§ TASK REQUIREMENTS: Please set down every line of the records below exactly, without the pictures.

§ AVAILABLE RECORDS:
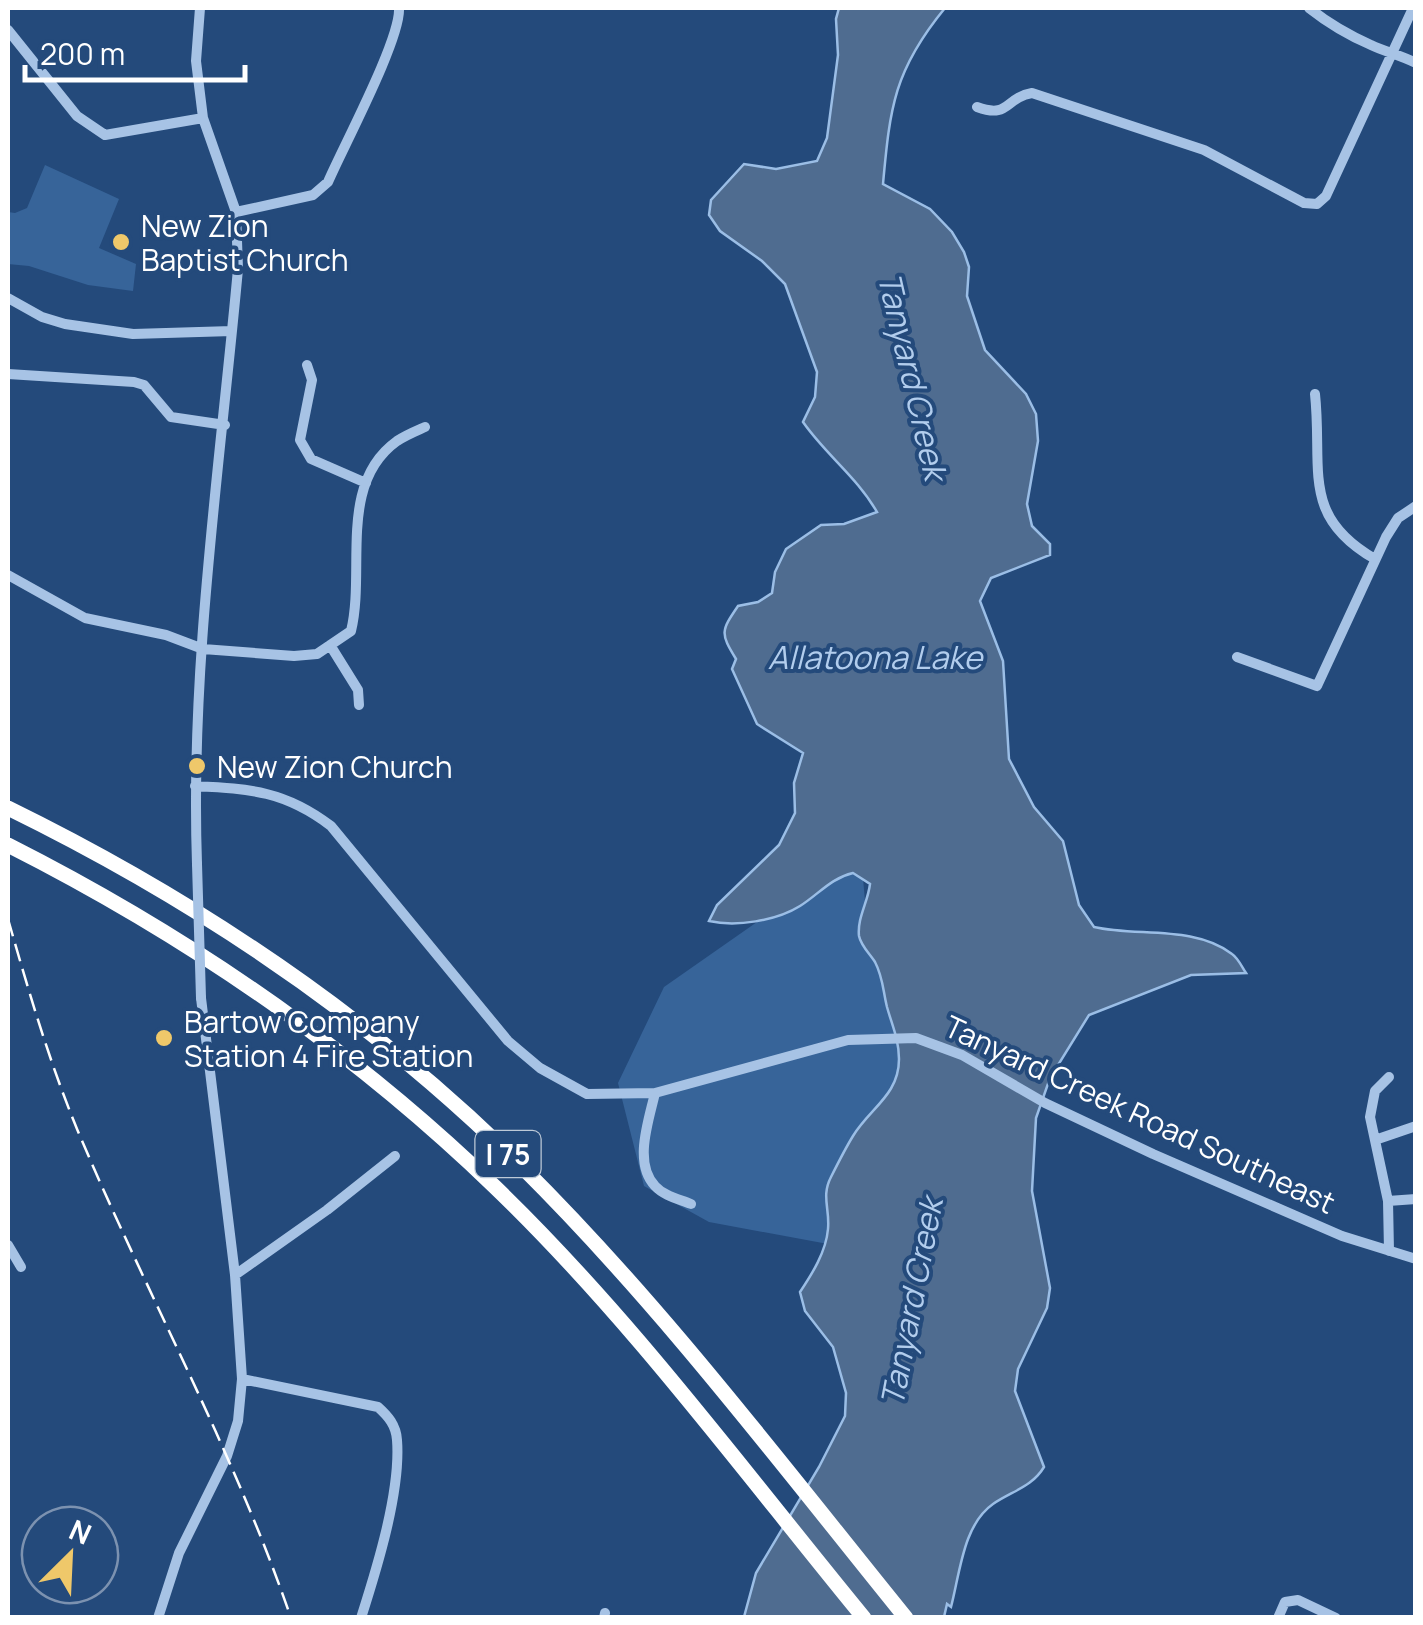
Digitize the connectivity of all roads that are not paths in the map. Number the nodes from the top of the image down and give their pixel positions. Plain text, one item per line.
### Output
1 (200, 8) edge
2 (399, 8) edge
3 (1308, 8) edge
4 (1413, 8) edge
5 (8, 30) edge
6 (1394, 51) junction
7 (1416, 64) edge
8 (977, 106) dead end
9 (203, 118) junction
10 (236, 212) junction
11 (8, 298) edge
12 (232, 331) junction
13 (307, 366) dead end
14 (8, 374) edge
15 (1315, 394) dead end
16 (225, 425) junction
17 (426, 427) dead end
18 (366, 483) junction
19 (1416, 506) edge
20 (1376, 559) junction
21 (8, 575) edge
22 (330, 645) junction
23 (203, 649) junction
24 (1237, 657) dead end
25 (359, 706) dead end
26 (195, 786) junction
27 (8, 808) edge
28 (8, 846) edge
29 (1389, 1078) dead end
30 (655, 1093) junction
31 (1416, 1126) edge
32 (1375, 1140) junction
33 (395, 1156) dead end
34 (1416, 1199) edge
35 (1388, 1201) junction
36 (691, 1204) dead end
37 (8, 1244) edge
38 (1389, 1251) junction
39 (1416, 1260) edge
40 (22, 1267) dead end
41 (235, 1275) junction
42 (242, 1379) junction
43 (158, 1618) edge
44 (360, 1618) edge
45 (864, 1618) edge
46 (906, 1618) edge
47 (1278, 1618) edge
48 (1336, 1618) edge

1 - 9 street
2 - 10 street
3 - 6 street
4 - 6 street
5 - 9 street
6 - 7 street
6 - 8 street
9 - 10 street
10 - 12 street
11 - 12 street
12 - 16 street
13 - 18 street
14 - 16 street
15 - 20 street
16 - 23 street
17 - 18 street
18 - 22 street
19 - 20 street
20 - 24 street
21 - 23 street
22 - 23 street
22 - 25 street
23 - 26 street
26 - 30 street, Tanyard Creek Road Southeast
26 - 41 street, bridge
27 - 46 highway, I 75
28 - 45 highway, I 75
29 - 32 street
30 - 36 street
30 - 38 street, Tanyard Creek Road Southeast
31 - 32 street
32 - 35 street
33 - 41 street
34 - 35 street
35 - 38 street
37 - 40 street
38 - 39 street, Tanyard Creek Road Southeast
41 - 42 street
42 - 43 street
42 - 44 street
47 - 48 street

§ REPLY TO THE TASK:
Digitize the connectivity of all roads that are not paths in the map. Number the nodes from the top of the image down and give their pixel positions. Plain text, one item per line.
### Output
1 (200, 8) edge
2 (399, 8) edge
3 (1308, 8) edge
4 (1413, 8) edge
5 (8, 30) edge
6 (1394, 51) junction
7 (1416, 64) edge
8 (977, 106) dead end
9 (203, 118) junction
10 (236, 212) junction
11 (8, 298) edge
12 (232, 331) junction
13 (307, 366) dead end
14 (8, 374) edge
15 (1315, 394) dead end
16 (225, 425) junction
17 (426, 427) dead end
18 (366, 483) junction
19 (1416, 506) edge
20 (1376, 559) junction
21 (8, 575) edge
22 (330, 645) junction
23 (203, 649) junction
24 (1237, 657) dead end
25 (359, 706) dead end
26 (195, 786) junction
27 (8, 808) edge
28 (8, 846) edge
29 (1389, 1078) dead end
30 (655, 1093) junction
31 (1416, 1126) edge
32 (1375, 1140) junction
33 (395, 1156) dead end
34 (1416, 1199) edge
35 (1388, 1201) junction
36 (691, 1204) dead end
37 (8, 1244) edge
38 (1389, 1251) junction
39 (1416, 1260) edge
40 (22, 1267) dead end
41 (235, 1275) junction
42 (242, 1379) junction
43 (158, 1618) edge
44 (360, 1618) edge
45 (864, 1618) edge
46 (906, 1618) edge
47 (1278, 1618) edge
48 (1336, 1618) edge

1 - 9 street
2 - 10 street
3 - 6 street
4 - 6 street
5 - 9 street
6 - 7 street
6 - 8 street
9 - 10 street
10 - 12 street
11 - 12 street
12 - 16 street
13 - 18 street
14 - 16 street
15 - 20 street
16 - 23 street
17 - 18 street
18 - 22 street
19 - 20 street
20 - 24 street
21 - 23 street
22 - 23 street
22 - 25 street
23 - 26 street
26 - 30 street, Tanyard Creek Road Southeast
26 - 41 street, bridge
27 - 46 highway, I 75
28 - 45 highway, I 75
29 - 32 street
30 - 36 street
30 - 38 street, Tanyard Creek Road Southeast
31 - 32 street
32 - 35 street
33 - 41 street
34 - 35 street
35 - 38 street
37 - 40 street
38 - 39 street, Tanyard Creek Road Southeast
41 - 42 street
42 - 43 street
42 - 44 street
47 - 48 street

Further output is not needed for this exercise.